→ Task prompt: Copy exactly the lines of the records below, and only those lines, beginning with the line that contains "thumb cmc: (840, 977)" and ending with the line that contains "ring dip: (1047, 566)".

Skeletal landmark data:

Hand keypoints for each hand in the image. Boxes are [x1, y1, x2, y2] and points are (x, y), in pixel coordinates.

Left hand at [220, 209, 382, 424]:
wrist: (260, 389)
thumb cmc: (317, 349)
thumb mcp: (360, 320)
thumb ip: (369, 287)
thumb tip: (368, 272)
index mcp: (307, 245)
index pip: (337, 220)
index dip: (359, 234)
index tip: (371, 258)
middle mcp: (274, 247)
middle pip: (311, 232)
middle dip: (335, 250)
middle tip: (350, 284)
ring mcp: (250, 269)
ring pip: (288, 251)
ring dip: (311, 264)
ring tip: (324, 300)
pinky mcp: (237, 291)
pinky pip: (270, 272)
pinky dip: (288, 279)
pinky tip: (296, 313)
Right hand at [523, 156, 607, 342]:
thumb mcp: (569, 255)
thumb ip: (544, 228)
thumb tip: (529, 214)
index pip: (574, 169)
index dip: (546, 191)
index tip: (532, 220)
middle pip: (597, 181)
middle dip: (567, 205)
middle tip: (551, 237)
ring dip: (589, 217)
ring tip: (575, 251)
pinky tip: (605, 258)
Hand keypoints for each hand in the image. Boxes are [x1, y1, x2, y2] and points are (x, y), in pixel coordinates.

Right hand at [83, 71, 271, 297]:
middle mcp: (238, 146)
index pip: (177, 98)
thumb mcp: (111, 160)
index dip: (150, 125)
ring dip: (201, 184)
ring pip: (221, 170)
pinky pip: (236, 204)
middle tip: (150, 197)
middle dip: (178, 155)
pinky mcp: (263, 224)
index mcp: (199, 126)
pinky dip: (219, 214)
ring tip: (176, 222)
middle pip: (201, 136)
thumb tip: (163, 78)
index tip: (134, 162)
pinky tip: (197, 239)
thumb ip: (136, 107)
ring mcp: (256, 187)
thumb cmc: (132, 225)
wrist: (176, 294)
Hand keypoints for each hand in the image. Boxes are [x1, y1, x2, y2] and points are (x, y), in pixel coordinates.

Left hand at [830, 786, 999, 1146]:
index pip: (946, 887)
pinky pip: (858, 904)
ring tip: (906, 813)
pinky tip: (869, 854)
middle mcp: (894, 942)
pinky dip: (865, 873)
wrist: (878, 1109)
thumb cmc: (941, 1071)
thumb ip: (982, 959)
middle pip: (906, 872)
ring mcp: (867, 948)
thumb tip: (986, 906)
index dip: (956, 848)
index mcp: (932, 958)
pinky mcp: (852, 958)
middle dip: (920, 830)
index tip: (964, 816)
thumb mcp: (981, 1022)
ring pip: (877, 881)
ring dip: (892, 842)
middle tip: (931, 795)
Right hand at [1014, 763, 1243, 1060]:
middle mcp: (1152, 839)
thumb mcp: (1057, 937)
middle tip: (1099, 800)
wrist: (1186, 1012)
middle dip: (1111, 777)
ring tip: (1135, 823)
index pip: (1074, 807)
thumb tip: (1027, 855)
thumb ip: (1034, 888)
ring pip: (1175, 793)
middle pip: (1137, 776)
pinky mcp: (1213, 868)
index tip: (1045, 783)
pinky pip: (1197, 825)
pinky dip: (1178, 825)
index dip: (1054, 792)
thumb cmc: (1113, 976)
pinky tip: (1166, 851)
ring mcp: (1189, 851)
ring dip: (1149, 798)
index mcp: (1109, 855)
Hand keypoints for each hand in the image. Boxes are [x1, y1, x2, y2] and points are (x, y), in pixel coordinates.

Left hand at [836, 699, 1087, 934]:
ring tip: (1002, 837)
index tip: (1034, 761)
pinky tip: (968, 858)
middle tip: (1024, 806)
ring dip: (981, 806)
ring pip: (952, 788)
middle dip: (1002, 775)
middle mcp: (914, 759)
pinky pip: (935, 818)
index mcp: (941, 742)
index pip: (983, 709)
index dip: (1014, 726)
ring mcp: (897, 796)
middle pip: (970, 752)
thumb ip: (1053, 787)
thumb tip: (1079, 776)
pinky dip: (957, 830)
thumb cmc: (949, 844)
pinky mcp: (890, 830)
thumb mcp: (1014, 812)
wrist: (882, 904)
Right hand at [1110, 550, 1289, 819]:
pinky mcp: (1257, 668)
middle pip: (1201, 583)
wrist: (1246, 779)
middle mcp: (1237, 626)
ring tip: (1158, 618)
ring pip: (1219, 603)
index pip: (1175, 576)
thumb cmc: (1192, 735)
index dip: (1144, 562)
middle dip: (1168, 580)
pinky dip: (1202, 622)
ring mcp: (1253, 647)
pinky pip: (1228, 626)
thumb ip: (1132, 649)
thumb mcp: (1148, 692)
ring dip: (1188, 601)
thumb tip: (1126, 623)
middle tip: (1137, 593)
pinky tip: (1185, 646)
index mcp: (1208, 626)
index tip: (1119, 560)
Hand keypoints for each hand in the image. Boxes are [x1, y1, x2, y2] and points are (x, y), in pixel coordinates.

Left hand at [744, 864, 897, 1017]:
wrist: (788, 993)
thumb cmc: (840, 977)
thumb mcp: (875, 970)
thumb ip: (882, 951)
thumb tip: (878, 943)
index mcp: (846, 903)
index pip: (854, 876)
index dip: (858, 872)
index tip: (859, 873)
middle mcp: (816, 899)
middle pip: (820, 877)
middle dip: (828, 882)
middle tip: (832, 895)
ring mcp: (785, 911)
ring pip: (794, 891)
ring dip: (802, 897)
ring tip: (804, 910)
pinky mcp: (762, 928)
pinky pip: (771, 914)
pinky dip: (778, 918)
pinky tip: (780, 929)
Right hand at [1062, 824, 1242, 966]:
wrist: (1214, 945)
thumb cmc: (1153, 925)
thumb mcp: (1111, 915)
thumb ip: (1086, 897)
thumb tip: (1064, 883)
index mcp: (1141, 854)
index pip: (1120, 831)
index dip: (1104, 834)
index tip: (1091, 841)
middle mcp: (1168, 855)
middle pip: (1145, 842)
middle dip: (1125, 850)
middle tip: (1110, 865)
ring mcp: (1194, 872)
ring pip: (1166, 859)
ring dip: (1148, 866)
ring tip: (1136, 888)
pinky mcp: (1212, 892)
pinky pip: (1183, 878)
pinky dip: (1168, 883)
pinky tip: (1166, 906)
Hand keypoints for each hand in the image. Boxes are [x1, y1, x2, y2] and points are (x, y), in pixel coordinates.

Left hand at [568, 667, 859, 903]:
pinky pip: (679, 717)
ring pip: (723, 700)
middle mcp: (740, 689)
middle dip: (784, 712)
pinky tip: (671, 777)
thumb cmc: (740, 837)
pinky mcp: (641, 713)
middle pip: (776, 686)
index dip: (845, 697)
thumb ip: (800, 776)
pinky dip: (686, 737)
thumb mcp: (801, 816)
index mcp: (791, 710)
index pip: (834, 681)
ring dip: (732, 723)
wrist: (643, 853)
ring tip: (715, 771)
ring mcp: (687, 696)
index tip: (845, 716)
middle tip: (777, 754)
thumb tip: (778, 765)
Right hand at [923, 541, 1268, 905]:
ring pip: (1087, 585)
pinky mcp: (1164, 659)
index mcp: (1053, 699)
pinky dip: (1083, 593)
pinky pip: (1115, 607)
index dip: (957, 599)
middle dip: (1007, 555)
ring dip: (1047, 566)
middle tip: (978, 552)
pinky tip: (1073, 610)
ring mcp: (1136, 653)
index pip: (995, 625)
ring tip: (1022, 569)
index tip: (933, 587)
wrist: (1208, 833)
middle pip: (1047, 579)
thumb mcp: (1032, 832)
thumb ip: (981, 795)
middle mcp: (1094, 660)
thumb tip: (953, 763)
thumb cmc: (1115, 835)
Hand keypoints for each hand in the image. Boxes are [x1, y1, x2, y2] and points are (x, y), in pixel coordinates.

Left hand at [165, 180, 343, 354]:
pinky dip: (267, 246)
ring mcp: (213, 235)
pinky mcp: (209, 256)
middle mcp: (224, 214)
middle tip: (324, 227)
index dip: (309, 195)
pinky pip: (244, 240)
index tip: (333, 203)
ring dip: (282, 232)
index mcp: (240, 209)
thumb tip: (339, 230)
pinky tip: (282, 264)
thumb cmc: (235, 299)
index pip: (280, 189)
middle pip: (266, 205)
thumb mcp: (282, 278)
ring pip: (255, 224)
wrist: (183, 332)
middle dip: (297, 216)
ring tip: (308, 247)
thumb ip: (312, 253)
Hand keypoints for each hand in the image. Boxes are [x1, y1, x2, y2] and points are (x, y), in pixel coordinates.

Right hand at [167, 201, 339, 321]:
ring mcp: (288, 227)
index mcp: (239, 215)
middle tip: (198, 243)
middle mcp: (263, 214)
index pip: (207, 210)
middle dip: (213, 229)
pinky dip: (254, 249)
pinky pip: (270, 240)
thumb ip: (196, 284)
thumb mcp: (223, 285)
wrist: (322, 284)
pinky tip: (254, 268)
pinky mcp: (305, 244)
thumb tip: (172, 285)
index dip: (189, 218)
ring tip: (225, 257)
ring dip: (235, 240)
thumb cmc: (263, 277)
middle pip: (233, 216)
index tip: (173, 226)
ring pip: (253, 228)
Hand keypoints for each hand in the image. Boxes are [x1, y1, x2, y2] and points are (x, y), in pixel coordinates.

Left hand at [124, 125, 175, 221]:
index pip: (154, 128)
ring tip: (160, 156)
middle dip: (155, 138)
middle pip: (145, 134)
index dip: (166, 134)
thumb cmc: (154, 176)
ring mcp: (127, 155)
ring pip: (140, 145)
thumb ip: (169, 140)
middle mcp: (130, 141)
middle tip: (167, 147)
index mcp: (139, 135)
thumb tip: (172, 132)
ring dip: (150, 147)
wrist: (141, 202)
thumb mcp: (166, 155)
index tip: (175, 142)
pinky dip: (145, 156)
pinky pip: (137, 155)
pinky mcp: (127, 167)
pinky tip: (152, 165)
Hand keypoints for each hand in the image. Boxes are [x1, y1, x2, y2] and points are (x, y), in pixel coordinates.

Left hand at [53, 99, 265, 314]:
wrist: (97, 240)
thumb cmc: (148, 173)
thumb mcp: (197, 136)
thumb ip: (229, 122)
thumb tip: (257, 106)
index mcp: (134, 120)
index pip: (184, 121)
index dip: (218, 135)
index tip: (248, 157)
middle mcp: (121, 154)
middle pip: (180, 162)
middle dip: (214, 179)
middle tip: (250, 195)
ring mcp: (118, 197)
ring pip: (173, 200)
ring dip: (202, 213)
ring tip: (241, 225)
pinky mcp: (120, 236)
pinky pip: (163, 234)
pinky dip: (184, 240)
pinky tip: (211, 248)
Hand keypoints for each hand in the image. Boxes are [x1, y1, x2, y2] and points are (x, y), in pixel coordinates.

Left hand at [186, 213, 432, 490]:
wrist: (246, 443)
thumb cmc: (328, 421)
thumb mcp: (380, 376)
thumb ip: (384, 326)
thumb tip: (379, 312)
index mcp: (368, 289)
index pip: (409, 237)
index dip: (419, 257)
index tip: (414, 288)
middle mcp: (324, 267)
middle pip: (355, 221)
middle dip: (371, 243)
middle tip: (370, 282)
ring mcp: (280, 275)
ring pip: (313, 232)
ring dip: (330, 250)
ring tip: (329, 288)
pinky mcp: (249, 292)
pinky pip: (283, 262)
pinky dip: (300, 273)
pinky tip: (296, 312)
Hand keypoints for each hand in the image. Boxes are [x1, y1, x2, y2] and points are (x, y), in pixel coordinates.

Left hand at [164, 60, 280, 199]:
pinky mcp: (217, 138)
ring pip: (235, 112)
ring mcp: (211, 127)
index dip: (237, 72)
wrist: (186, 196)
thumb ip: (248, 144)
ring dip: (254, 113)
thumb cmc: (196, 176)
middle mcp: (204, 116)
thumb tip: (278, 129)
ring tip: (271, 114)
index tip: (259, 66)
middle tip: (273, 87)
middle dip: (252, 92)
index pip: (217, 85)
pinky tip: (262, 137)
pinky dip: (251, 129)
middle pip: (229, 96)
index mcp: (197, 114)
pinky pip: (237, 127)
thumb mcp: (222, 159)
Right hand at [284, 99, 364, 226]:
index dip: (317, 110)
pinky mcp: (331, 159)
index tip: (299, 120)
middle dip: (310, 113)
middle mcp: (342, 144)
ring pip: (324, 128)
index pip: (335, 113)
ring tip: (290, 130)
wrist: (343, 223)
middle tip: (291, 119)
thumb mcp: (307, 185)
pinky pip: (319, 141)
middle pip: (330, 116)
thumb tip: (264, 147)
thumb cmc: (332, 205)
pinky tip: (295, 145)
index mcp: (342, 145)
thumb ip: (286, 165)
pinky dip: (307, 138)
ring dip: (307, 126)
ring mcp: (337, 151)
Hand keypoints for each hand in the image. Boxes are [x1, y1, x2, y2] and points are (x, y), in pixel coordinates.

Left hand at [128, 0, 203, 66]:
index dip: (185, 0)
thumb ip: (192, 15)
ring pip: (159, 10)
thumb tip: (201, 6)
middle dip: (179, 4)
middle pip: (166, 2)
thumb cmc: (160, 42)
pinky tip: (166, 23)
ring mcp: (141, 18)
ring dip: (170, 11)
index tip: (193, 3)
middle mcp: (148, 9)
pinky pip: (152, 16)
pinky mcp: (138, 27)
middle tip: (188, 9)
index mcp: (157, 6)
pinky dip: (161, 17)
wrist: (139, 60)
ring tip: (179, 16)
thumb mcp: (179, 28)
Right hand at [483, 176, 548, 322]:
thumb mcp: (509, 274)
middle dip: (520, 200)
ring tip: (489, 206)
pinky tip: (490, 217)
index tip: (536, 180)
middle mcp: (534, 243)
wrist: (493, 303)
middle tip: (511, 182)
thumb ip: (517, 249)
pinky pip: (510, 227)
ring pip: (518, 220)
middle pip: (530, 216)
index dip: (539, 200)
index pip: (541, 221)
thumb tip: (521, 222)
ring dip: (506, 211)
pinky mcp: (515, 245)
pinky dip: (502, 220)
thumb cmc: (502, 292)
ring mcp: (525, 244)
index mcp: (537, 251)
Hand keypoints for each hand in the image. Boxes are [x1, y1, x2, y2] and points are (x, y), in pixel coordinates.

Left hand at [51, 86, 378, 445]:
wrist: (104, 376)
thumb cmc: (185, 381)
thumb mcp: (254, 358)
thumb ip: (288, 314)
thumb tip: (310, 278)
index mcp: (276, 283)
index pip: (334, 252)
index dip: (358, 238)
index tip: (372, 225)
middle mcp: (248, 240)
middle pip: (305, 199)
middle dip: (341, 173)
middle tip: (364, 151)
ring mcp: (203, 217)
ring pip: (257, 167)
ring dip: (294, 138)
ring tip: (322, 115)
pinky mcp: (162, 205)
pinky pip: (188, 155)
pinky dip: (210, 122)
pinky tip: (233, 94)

→ Written solution:
thumb cmc: (840, 977)
thumb mcp: (875, 970)
thumb ip: (882, 951)
thumb tip: (878, 943)
index mcp: (846, 903)
index pip: (854, 876)
index dip: (858, 872)
index tip: (859, 873)
middle mcp: (816, 899)
middle pip: (820, 877)
middle dip: (828, 882)
middle tip: (832, 895)
ring mcp: (785, 911)
ring pip: (794, 891)
ring dip: (802, 897)
ring tip: (804, 910)
pinky mcp: (762, 928)
pinky pip: (771, 914)
pinky dip: (778, 918)
pinky tip: (780, 929)
Right hand at [1062, 824, 1242, 966]:
wrist: (1214, 945)
thumb cmc: (1153, 925)
thumb mcp: (1111, 915)
thumb ip: (1086, 897)
thumb tip: (1064, 883)
index mcp: (1141, 854)
index pip: (1120, 831)
index dip: (1104, 834)
index tip: (1091, 841)
middle mcp: (1168, 855)
middle pip: (1145, 842)
middle dip: (1125, 850)
middle tip: (1110, 865)
ring mcp: (1194, 872)
ring pip: (1166, 859)
ring dip: (1148, 866)
ring tip: (1136, 888)
pinky mcp: (1212, 892)
pinky pip: (1183, 878)
pinky dip: (1168, 883)
pinky tip: (1166, 906)
Hand keypoints for each hand in the image. Boxes are [x1, y1, x2, y2] and points are (x, y), in pixel coordinates.

Left hand at [568, 667, 859, 903]:
pinky pip: (679, 717)
ring pip: (723, 700)
middle mcp: (740, 689)
middle dip: (784, 712)
pinky tip: (671, 777)
thumb cmc: (740, 837)
pinky mcp: (641, 713)
middle pip: (776, 686)
index dip: (845, 697)
thumb ip: (800, 776)
pinky dip: (686, 737)
thumb mcp: (801, 816)
index mcp: (791, 710)
index pip: (834, 681)
ring dip: (732, 723)
wrist: (643, 853)
ring tip: (715, 771)
ring mcp: (687, 696)
index tip: (845, 716)
middle tip: (777, 754)
thumb tip: (778, 765)
Right hand at [923, 541, 1268, 905]:
ring pip: (1087, 585)
pinky mcp: (1164, 659)
index mcp: (1053, 699)
pinky dip: (1083, 593)
pinky pip: (1115, 607)
index dip: (957, 599)
middle dip: (1007, 555)
ring dip: (1047, 566)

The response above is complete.